Written while living at Christies Beach (c. 1986-1987)

One day, I was treating myself to a luxurious lunch of thick wholemeal bread, cheese, cucumber, tomatoes, corn relish, jam, etc. As I came to butter and prepare a slice of bread, I noticed a little gnat walking slowly down the index finger of my right hand.

After taking a close look at the gnat, and feeling that it was extremely vulnerable, I thought I should try to remove it from my finger. I tried to blow it off. The little gnat held firm, and seemed to hold on shivering, defiantly. I shook my hand, and flicked it in different ways, but the little gnat held firm, appearing to be completely unperturbed.

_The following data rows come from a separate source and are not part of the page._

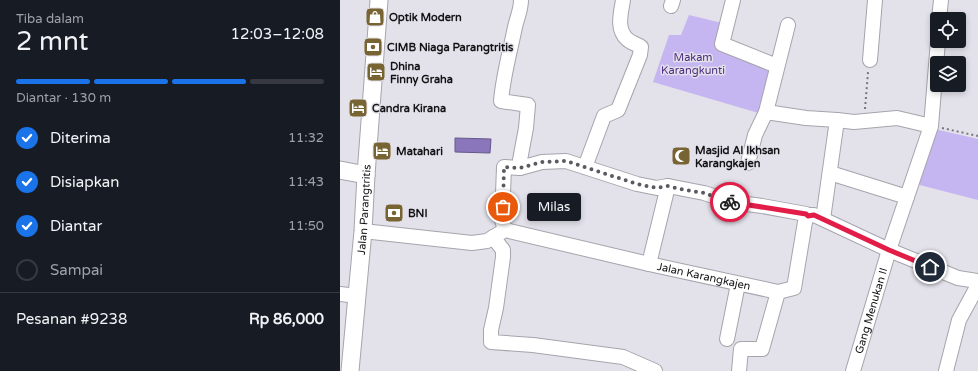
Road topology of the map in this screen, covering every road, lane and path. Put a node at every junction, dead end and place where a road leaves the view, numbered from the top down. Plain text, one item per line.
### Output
1 (379, 0) edge
2 (521, 0) edge
3 (623, 0) edge
4 (733, 0) edge
5 (876, 0) edge
6 (941, 0) edge
7 (940, 12) edge
8 (788, 25) dead end
9 (937, 48) edge
10 (870, 60) joint
11 (777, 66) junction
12 (766, 112) junction
13 (837, 120) junction
14 (863, 122) junction
15 (931, 126) junction
16 (978, 136) edge
17 (748, 163) dead end
18 (585, 167) junction
19 (520, 168) junction
20 (340, 170) edge
21 (830, 172) junction
22 (366, 175) junction
23 (668, 186) junction
24 (907, 197) junction
25 (808, 216) junction
26 (823, 219) junction
27 (505, 230) junction
28 (363, 231) junction
29 (493, 237) junction
30 (889, 250) junction
31 (649, 264) junction
32 (978, 281) edge
33 (738, 284) junction
34 (978, 285) edge
35 (778, 292) junction
36 (340, 294) edge
37 (357, 296) junction
38 (727, 339) dead end
39 (347, 368) edge
40 (654, 371) edge
41 (739, 371) edge
42 (853, 371) edge
43 (946, 371) edge

1 - 22 main road, Jalan Parangtritis
2 - 19 street
3 - 18 street
4 - 11 street
5 - 10 street
6 - 7 street
8 - 11 street
9 - 15 street, Gang Menukan II
10 - 14 path
11 - 12 street
12 - 13 street
12 - 17 street
13 - 14 street
13 - 21 street
14 - 15 street
15 - 16 path
15 - 24 street, Gang Menukan II
18 - 19 street
18 - 23 street
19 - 27 street
20 - 22 main road
21 - 24 street
21 - 26 street
22 - 28 main road, Jalan Parangtritis
23 - 25 street
23 - 31 street
24 - 30 street, Gang Menukan II
25 - 26 street
25 - 35 street
26 - 30 street
27 - 29 street
27 - 31 street, Jalan Karangkajen
28 - 29 street
28 - 37 main road, Jalan Parangtritis
29 - 40 street
30 - 32 street
30 - 42 street, Gang Menukan II
31 - 33 street, Jalan Karangkajen
33 - 35 street, Jalan Karangkajen
33 - 38 street
34 - 43 street
35 - 41 street
36 - 37 street
37 - 39 main road, Jalan Parangtritis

Then I tried to poke around near it, to try to frighten it away. But no, the gnat was not alarmed by the huge finger poking around near it, and seemed to just continue on its own as best it could. I tried to blow it off again, but the little gnat seemed to be very stubborn, and wasn’t dislodged – no good!

The gnat then started walking around my finger, towards the valley between my index and middle fingers. It didn’t seem frightened or cautious, but then, why should it be? The world must be so different for such a small creature. How small its eyes must be! I moved my fingers closer together, thinking I might get a reaction – it might get agitated by the lack of clear space, and move away from the area between my fingers. But no, it didn’t seem to mind at all! It kept on going, and when within reach of it, moved its hold to the other finger. I was wishing that it would just go, but it didn’t, so I resumed my lunch, being careful to keep my right hand, with its little rider, away from the food.

When I next checked on the little gnat, it had gone across to my next finger. I put that finger next to the table cloth in the hope that the gnat would step onto the cloth as if continuing onto another finger. But it didn’t move off my finger. Ah well, maybe it likes the warmth of my skin, or something similar, and just likes being on my hand. I thought no more of it for a while while I continued my lunch.

Then next I knew of it, the gnat was standing on the top exposed surface of the margarine. It looked caught. I quickly checked my hand to see if the original gnat was still there – but it wasn’t, and the one in the margarine was likely to be the same one that had been on my hand. I was angry with the gnat for being so stupid – the oil in the margarine would probably hold it trapped. But I realised that I couldn’t blame the poor little insect; it wouldn’t know what margarine was, until it experienced it the hard way.

I looked closely and thought that it looked stuck, so I cleaned my knife and proceeded to try and see if I could help the gnat get clear of the margarine’s grip – it isn’t the sort of thing one wants in their margarine anyhow!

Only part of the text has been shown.